ROCm / HIP
AMD's open compute stack. HIP is a thin C++ runtime that mirrors the CUDA API almost one-to-one, so CUDA code ports with hipify and the same source compiles for AMD or NVIDIA. PyTorch and TensorFlow ship ROCm builds.

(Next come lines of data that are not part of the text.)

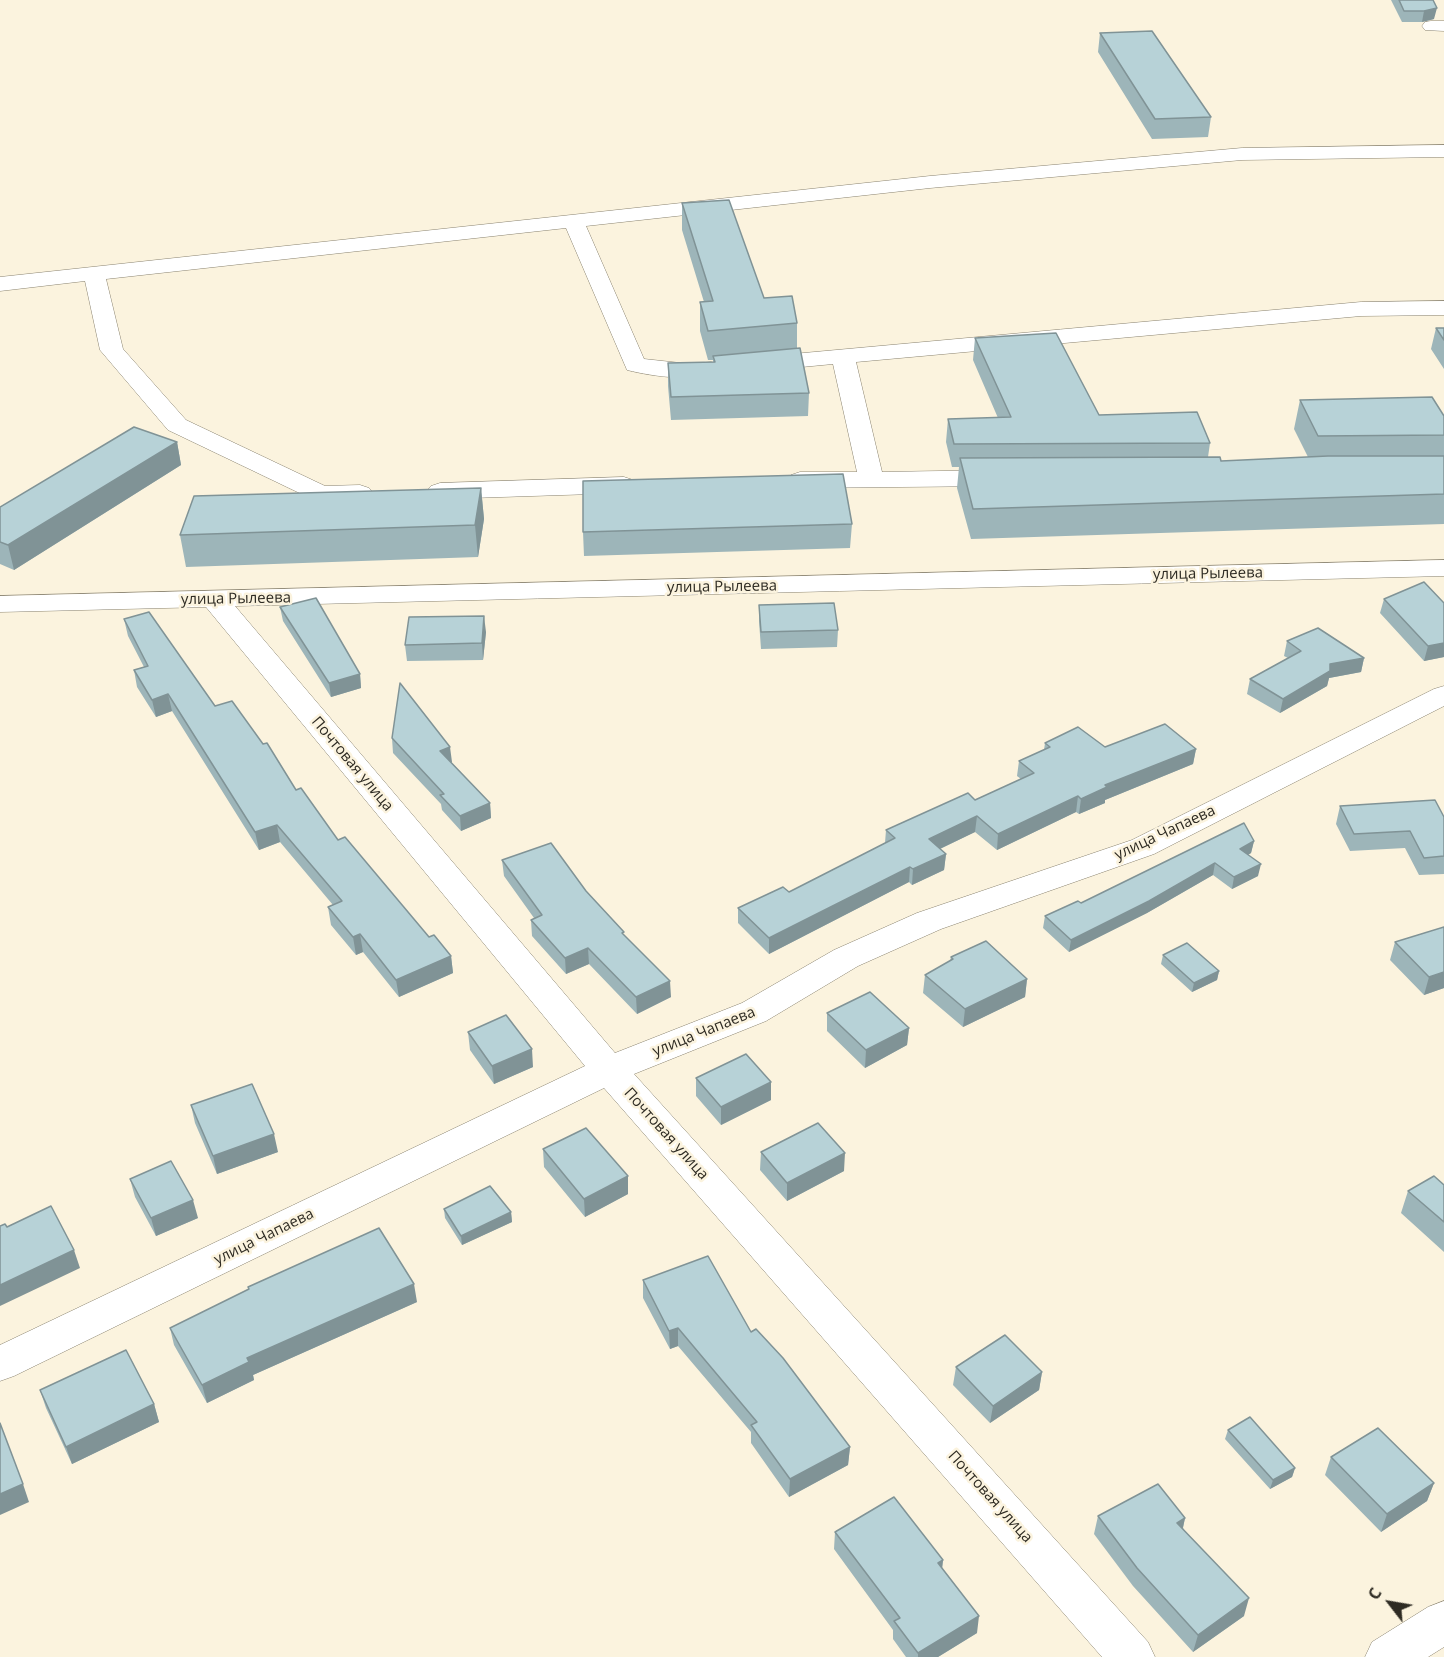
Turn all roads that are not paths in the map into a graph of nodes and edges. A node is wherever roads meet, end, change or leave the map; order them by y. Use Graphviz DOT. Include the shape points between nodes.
graph roads {
  1 [pos="1444,152"];
  2 [pos="573,221"];
  3 [pos="94,274"];
  4 [pos="0,284"];
  5 [pos="1444,308"];
  6 [pos="843,356"];
  7 [pos="871,478"];
  8 [pos="1026,478"];
  9 [pos="775,481"];
  10 [pos="644,485"];
  11 [pos="417,491"];
  12 [pos="381,492"];
  13 [pos="1444,568"];
  14 [pos="214,599"];
  15 [pos="0,604"];
  16 [pos="1444,695"];
  17 [pos="609,1070"];
  18 [pos="0,1364"];
  19 [pos="1444,1622"];
  20 [pos="1132,1657"];
  21 [pos="1388,1657"];
  1 -- 2 [label="street" via="1231,155 930,182"];
  2 -- 3 [label="street"];
  2 -- 6 [label="street" via="635,365 690,371"];
  3 -- 4 [label="street"];
  3 -- 12 [label="street" via="112,350 177,425 321,494"];
  5 -- 6 [label="street" via="1361,309"];
  6 -- 7 [label="street"];
  7 -- 8 [label="street"];
  7 -- 9 [label="street"];
  10 -- 11 [label="street"];
  13 -- 14 [label="street, улица Рылеева"];
  14 -- 15 [label="street, улица Рылеева"];
  14 -- 17 [label="street, Почтовая улица"];
  16 -- 17 [label="street, улица Чапаева" via="1143,847 929,921 846,958 754,1012"];
  17 -- 18 [label="street, улица Чапаева"];
  17 -- 20 [label="street, Почтовая улица"];
  19 -- 21 [label="street"];
}
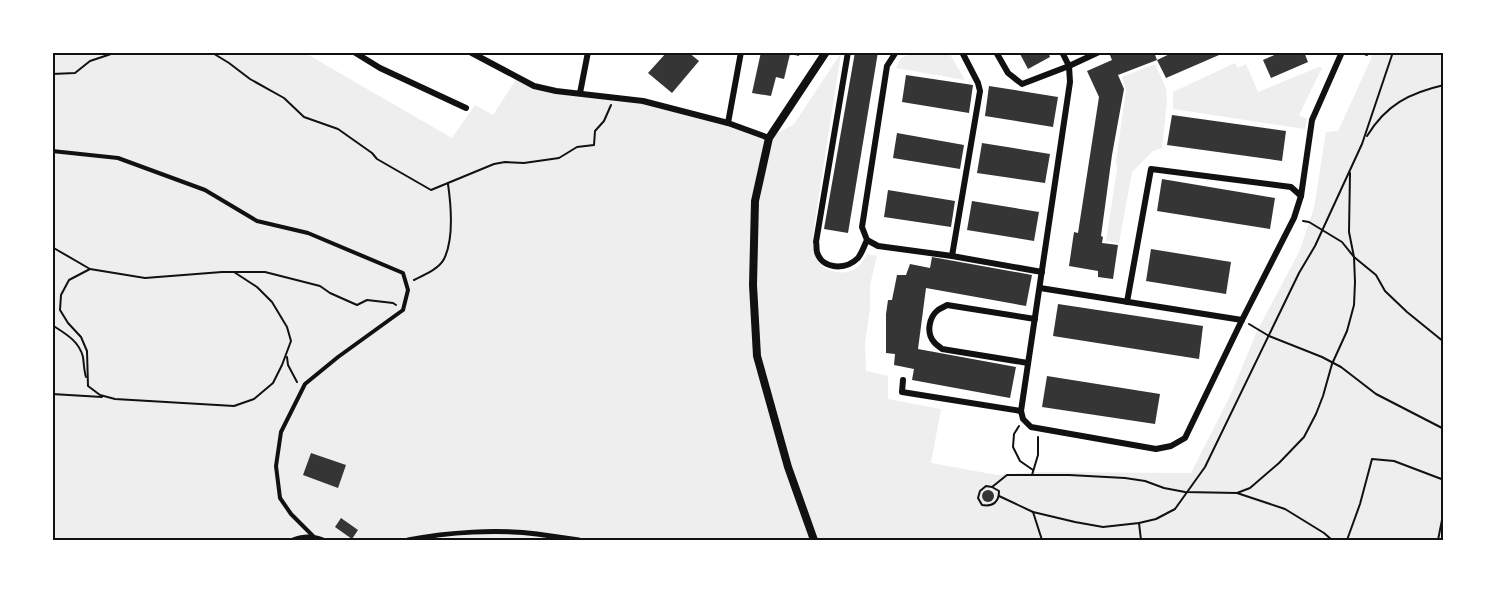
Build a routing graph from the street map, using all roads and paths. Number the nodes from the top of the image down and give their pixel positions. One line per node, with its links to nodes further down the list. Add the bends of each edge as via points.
1 (117, 52): 18 (path, via 90,61 75,73)
2 (211, 52): 28 (path, via 284,98 304,117 338,129 377,159 431,190)
3 (354, 52): 22 (street)
4 (470, 52): 20 (street, via 534,86)
5 (588, 52): 20 (street)
6 (741, 52): 23 (street)
7 (826, 52): 24 (street)
8 (848, 52): 31 (street, via 816,242 818,254 825,263 838,268 859,257)
9 (896, 52): 31 (street, via 888,66 862,227)
10 (962, 52): 33 (street, via 980,91)
11 (996, 52): 17 (street, via 1008,73 1022,84)
12 (1062, 52): 17 (street)
13 (1099, 52): 17 (street)
14 (1342, 52): 29 (street, via 1312,120)
15 (1360, 52): 16 (path)
16 (1369, 52)
17 (1069, 66): 37 (street, via 1070,82)
18 (52, 74)
19 (1443, 85): 25 (path, via 1398,102)
20 (580, 93): 21 (street)
21 (614, 97): 23 (street); 28 (path, via 604,121 594,131 594,145 578,147 559,158 494,164)
22 (466, 108)
23 (728, 123): 24 (street)
24 (769, 138): 71 (street, via 755,201 753,285 757,356 788,467)
25 (1362, 144)
26 (52, 151): 38 (lane, via 118,158 205,189 257,220 308,233 403,273)
27 (1350, 172): 34 (path, via 1349,232)
28 (448, 184): 38 (path, via 452,209 444,260 430,273)
29 (1301, 196): 30 (street); 40 (street, via 1291,187 1151,168)
30 (1294, 218): 34 (path, via 1309,222 1342,242); 43 (street)
31 (867, 240): 33 (street, via 878,246)
32 (52, 247): 35 (path)
33 (952, 256): 37 (street)
34 (1354, 257): 45 (path, via 1376,275 1385,291); 48 (path, via 1354,305)
35 (90, 269): 36 (path, via 145,278); 49 (path, via 69,280 61,295 60,310 87,351)
36 (234, 272): 41 (path, via 265,272 320,286 357,305 367,300 393,303); 46 (path, via 272,302 291,341)
37 (1042, 272): 39 (street)
38 (406, 284): 41 (lane)
39 (1040, 288): 40 (street); 42 (street)
40 (1127, 302): 43 (street)
41 (403, 310): 51 (lane)
42 (1035, 319): 47 (street); 47 (street, via 947,305 938,310 929,325 930,336 942,349)
43 (1242, 320): 48 (path); 56 (street, via 1185,438 1171,446 1156,449)
44 (52, 325): 49 (path, via 77,344)
45 (1443, 342)
46 (286, 354): 51 (path, via 297,382); 53 (path, via 273,382 254,399 234,406)
47 (1028, 363): 54 (street)
48 (1332, 364): 57 (path, via 1377,394); 62 (path, via 1323,396 1304,437 1250,488)
49 (87, 380): 53 (path, via 88,386 100,395)
50 (903, 380): 54 (street, via 902,392)
51 (304, 386): 66 (lane, via 281,432 276,466 280,498)
52 (52, 394): 53 (path)
53 (111, 398)
54 (1021, 411): 55 (street)
55 (1023, 419): 56 (street, via 1031,427); 58 (path, via 1014,434 1013,447 1020,461)
56 (1039, 428): 58 (path)
57 (1443, 429)
58 (1033, 470): 59 (path)
59 (1032, 475): 61 (path, via 1007,475); 62 (path, via 1125,478 1185,492)
60 (1443, 480): 75 (path, via 1394,461 1372,459)
61 (992, 487): 61 (path, via 999,491 999,498 989,506 982,505 978,498 980,490)
62 (1237, 493): 74 (path, via 1285,509)
63 (1443, 510): 76 (path)
64 (1033, 512): 72 (path)
65 (1139, 523): 73 (path)
66 (313, 536): 67 (street); 68 (street)
67 (293, 540)
68 (323, 540)
69 (408, 540): 70 (street, via 437,534 505,532)
70 (579, 540)
71 (814, 540)
72 (1042, 540)
73 (1141, 540)
74 (1332, 540)
75 (1347, 540)
76 (1438, 540)

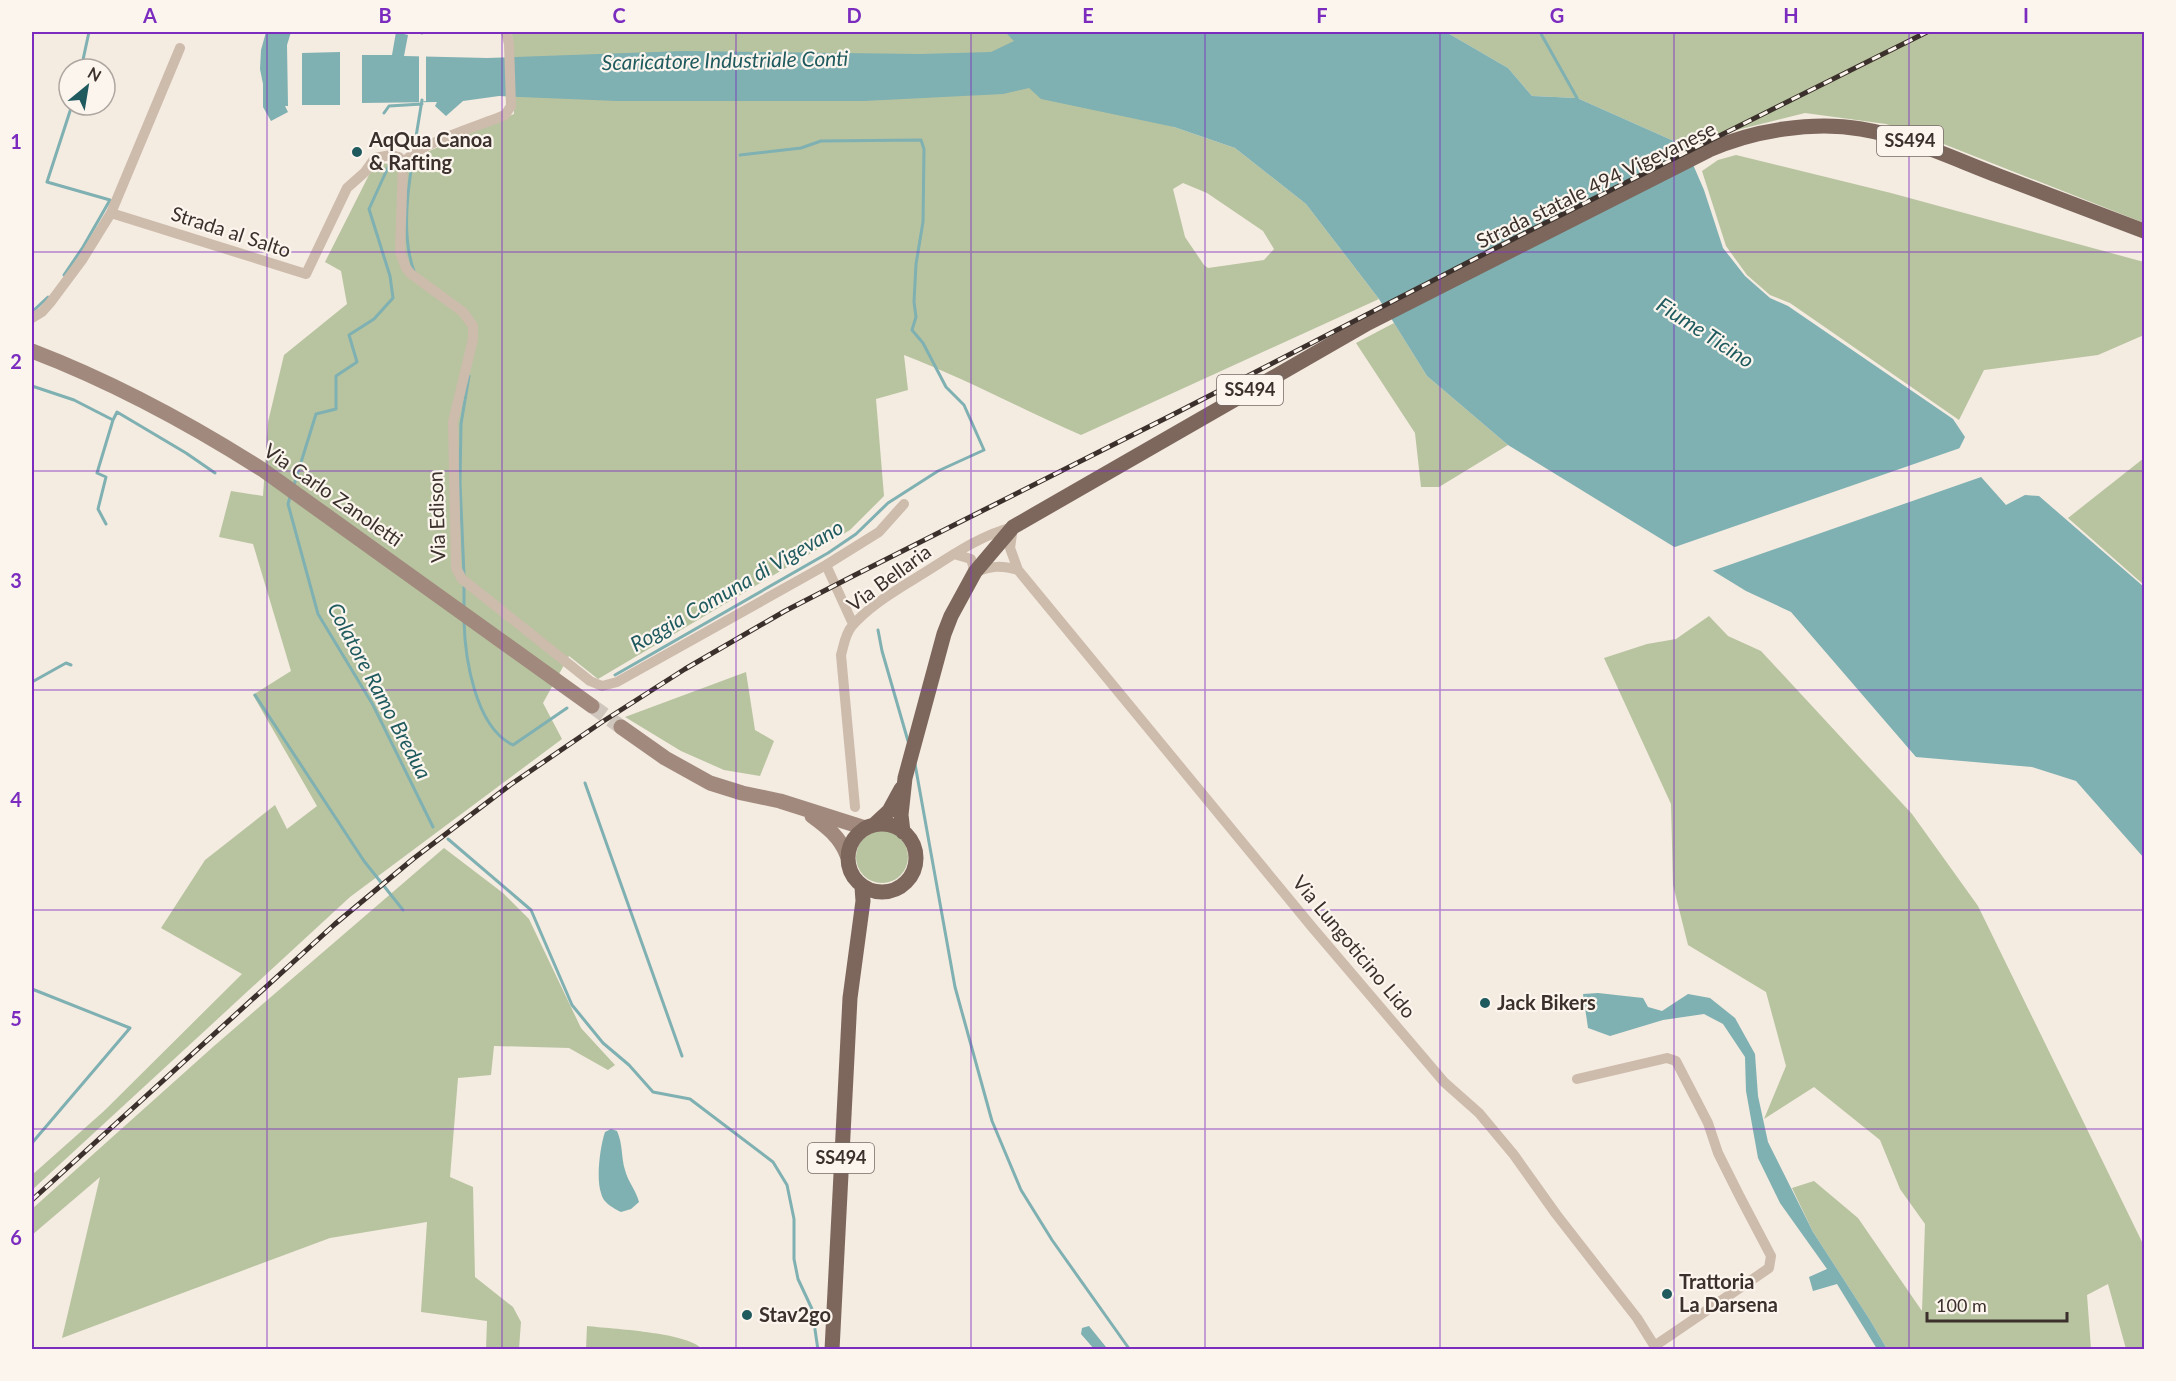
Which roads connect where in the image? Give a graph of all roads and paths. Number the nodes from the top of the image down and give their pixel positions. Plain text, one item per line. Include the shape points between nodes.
1 (506, 32) edge
2 (180, 48) dead end
3 (410, 157) junction
4 (111, 213) junction
5 (2145, 231) edge
6 (32, 318) edge
7 (32, 351) edge
8 (904, 504) dead end
9 (1013, 527) junction
10 (966, 546) junction
11 (954, 554) junction
12 (826, 565) junction
13 (979, 567) junction
14 (1018, 570) junction
15 (854, 624) junction
16 (592, 706) tunnel mouth
17 (621, 727) tunnel mouth
18 (905, 778) junction
19 (855, 807) dead end
20 (799, 808) junction
21 (870, 826) junction
22 (903, 832) junction
23 (847, 855) junction
24 (862, 887) junction
25 (888, 892) junction
26 (854, 967) junction
27 (1577, 1079) dead end
28 (1656, 1348) edge
29 (832, 1350) edge

1 - 3 street via 511,106 505,115
2 - 4 street
3 - 4 street, Strada al Salto via 375,158 350,183 306,274
3 - 12 street, Via Edison via 400,252 411,274 463,312 473,326 453,422 456,568 465,581 590,681 602,686 617,682
4 - 6 street via 50,303
5 - 9 main road, Strada statale 494 Vigevanese / SS494 via 1911,142 1860,129 1818,127 1741,138 1709,150 1368,323
7 - 16 main road, Via Carlo Zanoletti via 80,369 212,437
8 - 12 street, Via Edison via 879,532
9 - 10 street
9 - 13 main road, SS494
9 - 14 street via 1010,548
10 - 11 street
10 - 13 street via 983,556
11 - 13 street, Via Bellaria via 971,559
11 - 15 street, Via Bellaria via 890,595
12 - 15 street
13 - 14 street
13 - 18 main road, SS494 via 944,634
14 - 28 street, Via Lungoticino Lido via 1444,1082 1479,1113 1514,1155
15 - 19 street, Via Bellaria via 841,655
17 - 20 main road via 710,783
18 - 21 main road, SS494 via 889,811
18 - 22 main road, SS494
20 - 21 main road
20 - 23 main road via 834,833
21 - 22 main road via 895,827
21 - 23 main road, SS494 via 853,840
22 - 25 main road, SS494 via 915,850 915,867 905,883
23 - 24 main road via 850,873
24 - 25 main road
24 - 26 main road, SS494
25 - 26 main road, SS494 via 871,912
26 - 29 main road, SS494
27 - 28 street via 1667,1058 1676,1062 1771,1256 1768,1268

AMDC/C++ · PythonAMDopen sourceCUDA-portable
Install
# Ubuntu — install ROCm + HIP
wget https://repo.radeon.com/amdgpu-install/latest/ubuntu/jammy/amdgpu-install_6.2.60200-1_all.deb
sudo apt-get install -y ./amdgpu-install_*.deb
sudo amdgpu-install --usecase=rocm,hip
hipcc --version # verify
Hello, GPU
vecadd.cpp — the same kernel in HIP
#include <hip/hip_runtime.h>
#include <cstdio>
__global__ void add(const float* a, const float* b, float* c, int n) {
int i = blockIdx.x * blockDim.x + threadIdx.x;
if (i < n) c[i] = a[i] + b[i];
}
int main() {
int n = 1 << 20; size_t bytes = n * sizeof(float);
float *a, *b, *c;
hipMallocManaged(&a, bytes);
hipMallocManaged(&b, bytes);
hipMallocManaged(&c, bytes);
for (int i = 0; i < n; i++) { a[i] = 1.0f; b[i] = 2.0f; }
int threads = 256, blocks = (n + threads - 1) / threads;
add<<<blocks, threads>>>(a, b, c, n);
hipDeviceSynchronize();
printf("c[0] = %f\n", c[0]); // 3.0
hipFree(a); hipFree(b); hipFree(c);
}
Run it:
hipcc vecadd.cpp -o vecadd && ./vecadd